Callback Functions#
With the asynchronous code structure, manually managing the input and output threads can be cumbersome. With the MemryX Runtime, the preferred way to handle this is to use callback functions. These are user-defined functions that will be called automatically by the Runtime when new the chip is ready for new input or has output available.
Description#
For example, an input callback function might capture an image from a camera, while an output callback function might display the results on a screen. The Runtime will handle the threading and calling of these functions automatically, enabling the hardware to run in a fully pipelined fashion.
def input_callback():
frame = get_next_frame() # Input
return frame
def output_callback(result):
display_result(result) # Output
# Connect the callbacks to the Accelerator
accl = AsyncAccl("my_model.dfp")
accl.connect_input(input_callback)
accl.connect_output(output_callback)
# Main thread can continue doing whatever else now
bool input_callback(vector<const FeatureMap*> &input) {
// Capture an input from some source
// Here we use an OpenCV::Mat as an example
cv::Mat img = get_next_frame();
// Set the data for input feature map 0
input[0]->set_data(img.data);
// Return true to indicate success
// Return false to indicate program shutdown
return true;
}
bool output_callback(vector<const FeatureMap*> &output) {
// Have a destination for the output data (OpenCV::Mat in this case)
cv::Mat result(my_ofmap_size);
// Get the data from the runtime
output[0]->get_data(result.data);
// Display the results on a screen
display_result(result);
}
// Connect the callbacks to the Accelerator
MX::Runtime::MxAccl accl("my_model.dfp");
accl.connect_stream(&input_callback, &output_callback);
accl.start();
// Main thread can continue doing whatever else now
In this pseudo-realistic example, the input_callback
function will be called automatically by the MemryX runtime when the chip is ready for new input.
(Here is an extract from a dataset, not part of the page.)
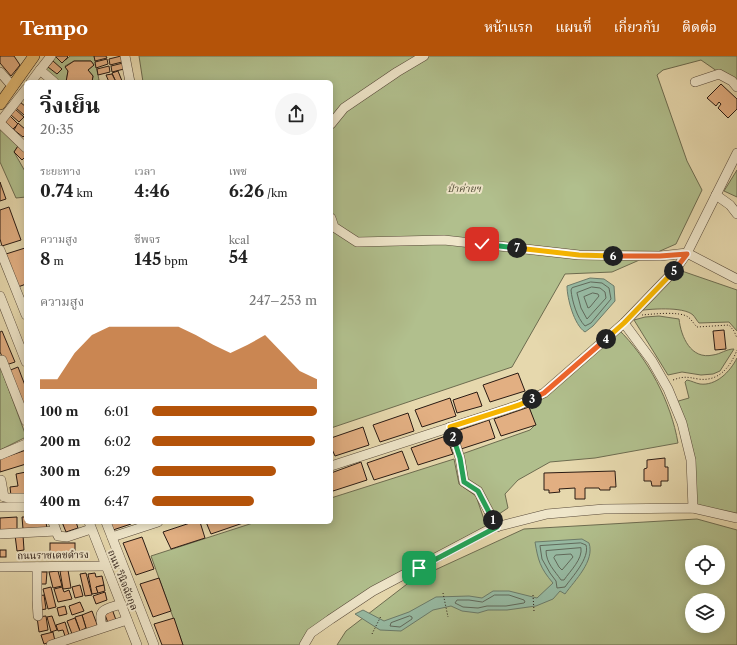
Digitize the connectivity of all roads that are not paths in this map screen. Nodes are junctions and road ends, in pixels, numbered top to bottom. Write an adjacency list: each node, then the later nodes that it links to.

The runtime will then stream the data to and from the chip using its own internal threads.
Then the output_callback
function will be called when the chip has finished processing the input and has output available.
Tips & Tricks#
Original Image Queue#
In the common case of combining inference output and the original captured image, use a queue that exists outside of the callback functions, and push/pop to it within the callbacks.
For example, in Python:
from queue import Queue
orig_frame_queue = Queue()
def input_callback():
frame = get_next_frame() # Input
orig_frame_queue.put(frame) # Store the frame in the queue
return frame # Gets sent to the accelerator
def output_callback(result):
original_frame = orig_frame_queue.get() # Get the original frame from the queue
draw_results(original_frame, result) # Draw inference results (e.g. bounding boxes) on the original image
accl = AsyncAccl("my_model.dfp")
accl.connect_input(input_callback)
accl.connect_output(output_callback)
accl.wait()
Warning
Don’t Break The Pipeline!
With global queues, be careful you are not creating synchronization points between the input and output threads, that could block them from running in parallel!
For example, do not have a CPU/GPU-style synchronous loop elsewhere in your code, such as:
to_input_queue = Queue()
from_output_queue = Queue()
def input_callback():
frame = to_input_queue.get() # Get the frame from the input queue
return frame # Send to the accelerator
def output_callback(result):
from_output_queue.put(result) # Put the result in the output queue
accl = AsyncAccl("my_model.dfp")
accl.connect_input(input_callback)
accl.connect_output(output_callback)
while True:
frame = get_next_frame() # Get next input from, e.g. a camera
to_input_queue.put(frame) # Add to input callback queue
result = from_output_queue.get() # Wait for output callback's data **BLOCKING!!**
draw_results(frame, result) # Draw results on the original frame
The above code will block the input thread from running while waiting for the output thread to finish, effectively breaking the pipeline and negating the benefits of using callbacks.
Many Streams, Same Callbacks#
If you have multiple streams of data (e.g. multiple cameras), you can either define multiple callback functions for each stream, or use a single pair of callbacks that utilize the stream_id
callback parameter.
In C++, this is part of the regular MxAccl
API, while in Python you’ll need to use the MultiStreamAsyncAccl variant of the AsyncAccl
class.
def input_callback(stream_id):
frame = get_next_frame(stream_id) # Input for specific stream
return frame
def output_callback(result, stream_id):
display_result(result, stream_id) # Output for specific stream
accl = MultiStreamAsyncAccl("my_model.dfp")
# Creates two streams with IDs 0 and 1
accl.connect_streams(input_callback, output_callback, stream_count=2)
accl.wait()
bool input_callback(vector<const FeatureMap*> input, int stream_id) {
// Capture an input from some source based on the stream_id
cv::Mat img = get_next_frame(stream_id);
input[0]->set_data(img.data);
return true;
}
bool output_callback(vector<const FeatureMap*> output, int stream_id) {
cv::Mat result(my_ofmap_size);
output[0]->get_data(result.data);
display_result(result, stream_id);
}
MX::Runtime::MxAccl accl("my_model.dfp");
// Create two streams with IDs 0 and 1
accl.connect_stream(&input_callback, &output_callback, 0);
accl.connect_stream(&input_callback, &output_callback, 1);
accl.start();
accl.wait();